Entering edit mode
4.1 years ago
serpalma.v ▴ 70
I evaluated the genome-wide LD decay by using snps separated by at least 10Kb using 'popLDdecay'.
In the figure, each dot represents the mean r^2 of all pairs of snps that are separated at a given distance. The maximum distance corresponds to the length of the longest chromosome.
The trend (general additive model) shows a decay in LD as expected, however, there are many sites with full LD (r^2 = 1) even if they are very far apart in the chromosome.
Since this is a mouse model, with an expected degree of inbreeding, could this explain the pattern described above?
Thanks in advance!
Mmmm... It is hard to understand what is going on. Theoretically, inbreeding will result in an increase of LD. However, let me say that your levels of LD are REALLY high! I don't know if eveny in a very large full-sib progeny you would see such a level of LD. For example, you have a large number of points in which LD is above 0.5 at a distance of 100Mb, which is quite uncommon. I never worked with highly inbred individuals, but I suggest you carefully check your data for inconsistencies or some problems. I am sorry I cannot help more!
Thank you for the input
I went through the steps I applied to the data and it seems to be in order. I was suggested to make sure that all sites that were not-polymorphic were removed (all samples 0/0 or 1/1), but the picture remains almost the same.
Previously I did PCA, ADMIXTURE, and hierarchical clustering (UPGMA) and all samples are grouped as expected (each mouse line has been selected for over 180 generations, while trying to minimize inbreeding). That gives me some confidence in that thus far the analysis was OK.
Would it be reasonable to use only SNPs that fall within a certain MAF range?

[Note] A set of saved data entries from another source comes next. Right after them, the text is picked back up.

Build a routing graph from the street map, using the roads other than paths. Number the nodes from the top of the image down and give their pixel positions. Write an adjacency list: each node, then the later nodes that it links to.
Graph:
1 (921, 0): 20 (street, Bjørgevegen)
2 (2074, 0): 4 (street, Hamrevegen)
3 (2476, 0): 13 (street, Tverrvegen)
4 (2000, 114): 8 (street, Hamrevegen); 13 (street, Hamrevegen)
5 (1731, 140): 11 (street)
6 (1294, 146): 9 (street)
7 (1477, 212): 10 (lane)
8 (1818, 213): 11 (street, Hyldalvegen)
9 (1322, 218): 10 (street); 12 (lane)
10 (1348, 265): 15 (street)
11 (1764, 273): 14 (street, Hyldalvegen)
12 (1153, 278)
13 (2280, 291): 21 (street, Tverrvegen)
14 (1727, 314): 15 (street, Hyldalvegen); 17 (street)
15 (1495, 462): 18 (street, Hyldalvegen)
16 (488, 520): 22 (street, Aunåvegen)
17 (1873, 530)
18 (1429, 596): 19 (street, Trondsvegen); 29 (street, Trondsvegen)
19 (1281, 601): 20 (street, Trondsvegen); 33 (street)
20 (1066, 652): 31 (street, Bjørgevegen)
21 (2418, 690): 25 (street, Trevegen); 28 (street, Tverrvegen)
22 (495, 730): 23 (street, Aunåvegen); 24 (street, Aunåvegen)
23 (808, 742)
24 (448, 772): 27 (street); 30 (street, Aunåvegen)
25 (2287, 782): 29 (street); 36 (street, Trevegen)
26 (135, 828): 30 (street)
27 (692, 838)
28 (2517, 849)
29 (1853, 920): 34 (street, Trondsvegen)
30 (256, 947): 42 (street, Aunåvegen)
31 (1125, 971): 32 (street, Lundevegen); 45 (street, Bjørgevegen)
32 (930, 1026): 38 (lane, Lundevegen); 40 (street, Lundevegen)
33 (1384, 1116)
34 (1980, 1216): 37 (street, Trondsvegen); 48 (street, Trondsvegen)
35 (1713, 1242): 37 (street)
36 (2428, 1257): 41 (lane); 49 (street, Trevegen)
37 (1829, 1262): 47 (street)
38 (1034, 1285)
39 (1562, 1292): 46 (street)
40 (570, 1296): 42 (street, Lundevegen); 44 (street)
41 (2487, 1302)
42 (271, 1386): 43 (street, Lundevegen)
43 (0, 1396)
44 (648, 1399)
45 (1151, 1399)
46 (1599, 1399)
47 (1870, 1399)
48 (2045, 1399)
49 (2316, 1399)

Yes, that would be reasonable. Usually people remove SNPs with low minor allele frequency from analysis. Although in my experience SNPs with low MAF causes decreases in the estimates of LD, oyu might try removing all SNPs with MAF lower than 0.1 (or other thresholds). Also, you could use some tool to measure IBD and/or relatedness between subjects; you could try plink or SNPrelate (the latter is an R package). At least you can try and understand better what is the reason for this behavior.